After years in the field, I’ve learned that product innovation depends on good communication between chemists, suppliers, and end users. No magic ingredient solves every challenge. But lauryl di(2-hydroxyethyl)amine oxide stands out as a tool that lets formulators fine-tune key properties—gentle cleaning, rich foam, fast rinsing—without loading in unnecessary harshness. Community feedback matters.

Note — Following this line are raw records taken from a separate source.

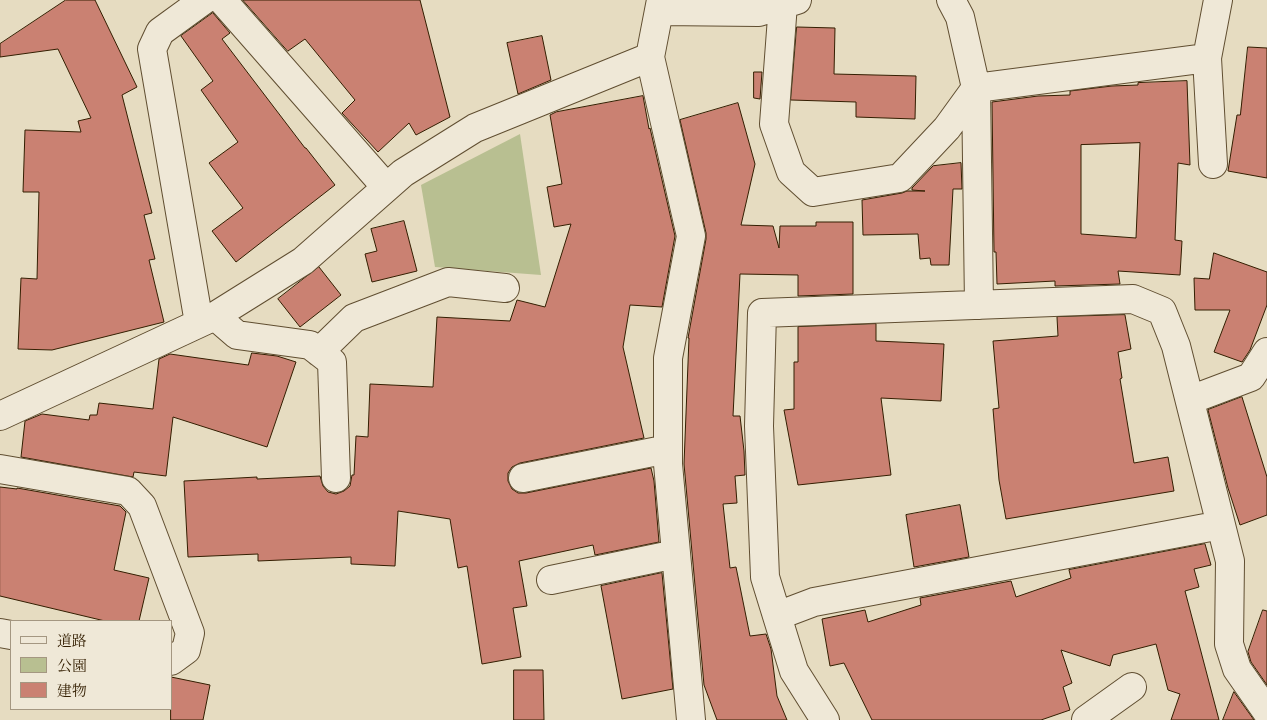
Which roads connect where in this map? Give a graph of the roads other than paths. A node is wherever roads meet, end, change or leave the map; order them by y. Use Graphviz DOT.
graph roads {
  1 [pos="204,0"];
  2 [pos="222,0"];
  3 [pos="951,0"];
  4 [pos="1218,0"];
  5 [pos="790,2"];
  6 [pos="660,5"];
  7 [pos="650,56"];
  8 [pos="1207,58"];
  9 [pos="976,88"];
  10 [pos="1213,164"];
  11 [pos="386,187"];
  12 [pos="505,288"];
  13 [pos="979,305"];
  14 [pos="207,320"];
  15 [pos="319,352"];
  16 [pos="1267,352"];
  17 [pos="1190,400"];
  18 [pos="0,416"];
  19 [pos="668,449"];
  20 [pos="0,469"];
  21 [pos="336,478"];
  22 [pos="523,478"];
  23 [pos="1221,525"];
  24 [pos="676,554"];
  25 [pos="551,580"];
  26 [pos="777,616"];
  27 [pos="172,660"];
  28 [pos="1132,687"];
  29 [pos="1267,712"];
  30 [pos="691,720"];
  31 [pos="825,720"];
  32 [pos="1086,720"];
  1 -- 14 [label="street"];
  2 -- 11 [label="street"];
  3 -- 9 [label="street"];
  4 -- 8 [label="street"];
  5 -- 6 [label="street"];
  5 -- 9 [label="street"];
  6 -- 7 [label="street"];
  7 -- 11 [label="street"];
  7 -- 19 [label="street"];
  8 -- 9 [label="street"];
  8 -- 10 [label="street"];
  9 -- 13 [label="street"];
  11 -- 14 [label="street"];
  12 -- 15 [label="street"];
  13 -- 17 [label="street"];
  13 -- 26 [label="street"];
  14 -- 15 [label="street"];
  14 -- 18 [label="street"];
  15 -- 21 [label="street"];
  16 -- 17 [label="street"];
  17 -- 23 [label="street"];
  19 -- 22 [label="street"];
  19 -- 24 [label="street"];
  20 -- 27 [label="street"];
  23 -- 26 [label="street"];
  23 -- 29 [label="street"];
  24 -- 25 [label="street"];
  24 -- 30 [label="street"];
  26 -- 31 [label="street"];
  28 -- 32 [label="street"];
}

Listening to users and sharing evidence-based guidance on ingredient changes deepens brand trust and improves public understanding about what goes into cleaners and care products.
Community science initiatives and company transparency platforms have helped spread accurate information about lauryl di(2-hydroxyethyl)amine oxide’s strengths and limitations. By supporting rigorous third-party safety testing, routine ingredient audits, and traceable supply lines, everyone in the value chain plays a part in raising the bar for the cleaning and care industry. Not just for those who read every label, but for anyone who wants safer homes, hospitals, and workplaces.
Lauryl di(2-hydroxyethyl)amine oxide’s profile is shaped by years of careful adaptation and field-proven chemistry. From the simplest dish soap to premium hair care and technical cleaning operations, its quiet presence signals progress—a move away from harshness and toward a smarter mix of safety, performance, and environmental respect. If you care about what’s inside your bottle or bar, tracking this molecule provides a window into where the best of science and practical experience come together.